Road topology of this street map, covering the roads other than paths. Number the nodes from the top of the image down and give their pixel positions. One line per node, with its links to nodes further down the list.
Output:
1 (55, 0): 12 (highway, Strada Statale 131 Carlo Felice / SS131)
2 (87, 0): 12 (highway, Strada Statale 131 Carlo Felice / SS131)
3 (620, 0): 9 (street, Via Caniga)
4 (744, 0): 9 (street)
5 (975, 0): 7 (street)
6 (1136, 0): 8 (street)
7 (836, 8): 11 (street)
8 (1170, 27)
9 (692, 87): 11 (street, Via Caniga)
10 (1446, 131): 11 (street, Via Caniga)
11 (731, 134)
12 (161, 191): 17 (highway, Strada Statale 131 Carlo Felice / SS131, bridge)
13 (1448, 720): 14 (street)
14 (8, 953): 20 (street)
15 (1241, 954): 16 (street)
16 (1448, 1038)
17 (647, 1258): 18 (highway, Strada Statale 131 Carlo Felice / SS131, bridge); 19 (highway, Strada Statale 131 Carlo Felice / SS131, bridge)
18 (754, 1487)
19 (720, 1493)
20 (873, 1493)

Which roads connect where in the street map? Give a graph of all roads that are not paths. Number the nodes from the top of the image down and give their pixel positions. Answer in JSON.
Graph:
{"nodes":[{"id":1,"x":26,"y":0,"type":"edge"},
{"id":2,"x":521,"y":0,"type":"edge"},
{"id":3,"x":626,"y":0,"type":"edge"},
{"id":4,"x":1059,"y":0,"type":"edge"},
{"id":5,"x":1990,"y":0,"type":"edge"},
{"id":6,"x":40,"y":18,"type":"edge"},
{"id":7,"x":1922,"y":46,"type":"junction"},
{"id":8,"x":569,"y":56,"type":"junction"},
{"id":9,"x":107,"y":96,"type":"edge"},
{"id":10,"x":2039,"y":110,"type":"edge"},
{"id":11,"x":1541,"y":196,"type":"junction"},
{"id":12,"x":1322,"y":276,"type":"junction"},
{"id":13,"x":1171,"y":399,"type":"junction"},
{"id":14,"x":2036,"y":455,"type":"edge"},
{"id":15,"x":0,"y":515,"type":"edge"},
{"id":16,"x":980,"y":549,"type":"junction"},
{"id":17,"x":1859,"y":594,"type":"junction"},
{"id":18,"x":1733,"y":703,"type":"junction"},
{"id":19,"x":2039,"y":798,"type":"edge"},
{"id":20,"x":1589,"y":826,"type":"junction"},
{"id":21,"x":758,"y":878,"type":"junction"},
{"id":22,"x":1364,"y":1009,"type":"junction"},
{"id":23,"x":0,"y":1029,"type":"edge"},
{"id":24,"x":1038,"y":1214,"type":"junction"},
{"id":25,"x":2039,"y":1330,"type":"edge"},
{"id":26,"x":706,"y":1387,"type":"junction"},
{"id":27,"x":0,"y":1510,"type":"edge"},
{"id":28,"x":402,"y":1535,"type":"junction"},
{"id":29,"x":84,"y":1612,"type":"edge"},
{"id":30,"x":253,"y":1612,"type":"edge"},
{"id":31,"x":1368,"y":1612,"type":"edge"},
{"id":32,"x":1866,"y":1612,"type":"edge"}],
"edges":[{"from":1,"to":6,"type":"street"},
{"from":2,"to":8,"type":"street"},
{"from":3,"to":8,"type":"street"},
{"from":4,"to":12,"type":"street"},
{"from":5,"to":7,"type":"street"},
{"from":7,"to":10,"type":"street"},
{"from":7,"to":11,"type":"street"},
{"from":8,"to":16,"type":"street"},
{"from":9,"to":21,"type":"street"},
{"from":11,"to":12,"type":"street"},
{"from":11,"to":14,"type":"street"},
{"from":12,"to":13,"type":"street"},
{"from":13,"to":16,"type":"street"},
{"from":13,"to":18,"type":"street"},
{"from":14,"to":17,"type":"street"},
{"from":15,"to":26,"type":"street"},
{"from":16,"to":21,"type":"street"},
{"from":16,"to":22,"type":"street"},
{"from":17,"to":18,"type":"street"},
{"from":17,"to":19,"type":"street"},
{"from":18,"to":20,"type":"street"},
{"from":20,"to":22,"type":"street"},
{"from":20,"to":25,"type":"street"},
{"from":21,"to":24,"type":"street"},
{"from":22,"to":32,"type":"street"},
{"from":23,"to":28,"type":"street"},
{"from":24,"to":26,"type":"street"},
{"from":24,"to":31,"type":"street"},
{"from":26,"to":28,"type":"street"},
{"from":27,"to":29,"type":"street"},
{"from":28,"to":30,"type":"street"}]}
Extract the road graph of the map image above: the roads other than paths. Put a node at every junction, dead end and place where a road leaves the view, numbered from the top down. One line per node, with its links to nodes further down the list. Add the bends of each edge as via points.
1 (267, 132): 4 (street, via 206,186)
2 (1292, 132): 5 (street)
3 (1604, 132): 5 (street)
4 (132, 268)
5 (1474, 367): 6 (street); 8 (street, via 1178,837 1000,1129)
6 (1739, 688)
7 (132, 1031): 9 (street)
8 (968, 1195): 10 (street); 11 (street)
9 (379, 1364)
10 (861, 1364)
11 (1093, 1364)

- - - - - - -

Work required ::
Print the first line of the records above and each line after it, exactly, through the line with "Which roads connect".

Response to this exercise ::
Road topology of this street map, covering the roads other than paths. Number the nodes from the top of the image down and give their pixel positions. One line per node, with its links to nodes further down the list.
Output:
1 (55, 0): 12 (highway, Strada Statale 131 Carlo Felice / SS131)
2 (87, 0): 12 (highway, Strada Statale 131 Carlo Felice / SS131)
3 (620, 0): 9 (street, Via Caniga)
4 (744, 0): 9 (street)
5 (975, 0): 7 (street)
6 (1136, 0): 8 (street)
7 (836, 8): 11 (street)
8 (1170, 27)
9 (692, 87): 11 (street, Via Caniga)
10 (1446, 131): 11 (street, Via Caniga)
11 (731, 134)
12 (161, 191): 17 (highway, Strada Statale 131 Carlo Felice / SS131, bridge)
13 (1448, 720): 14 (street)
14 (8, 953): 20 (street)
15 (1241, 954): 16 (street)
16 (1448, 1038)
17 (647, 1258): 18 (highway, Strada Statale 131 Carlo Felice / SS131, bridge); 19 (highway, Strada Statale 131 Carlo Felice / SS131, bridge)
18 (754, 1487)
19 (720, 1493)
20 (873, 1493)

Which roads connect where in the street map? Give a graph of all roads that are not paths. Number the nodes from the top of the image down and give their pixel positions. Answer in JSON.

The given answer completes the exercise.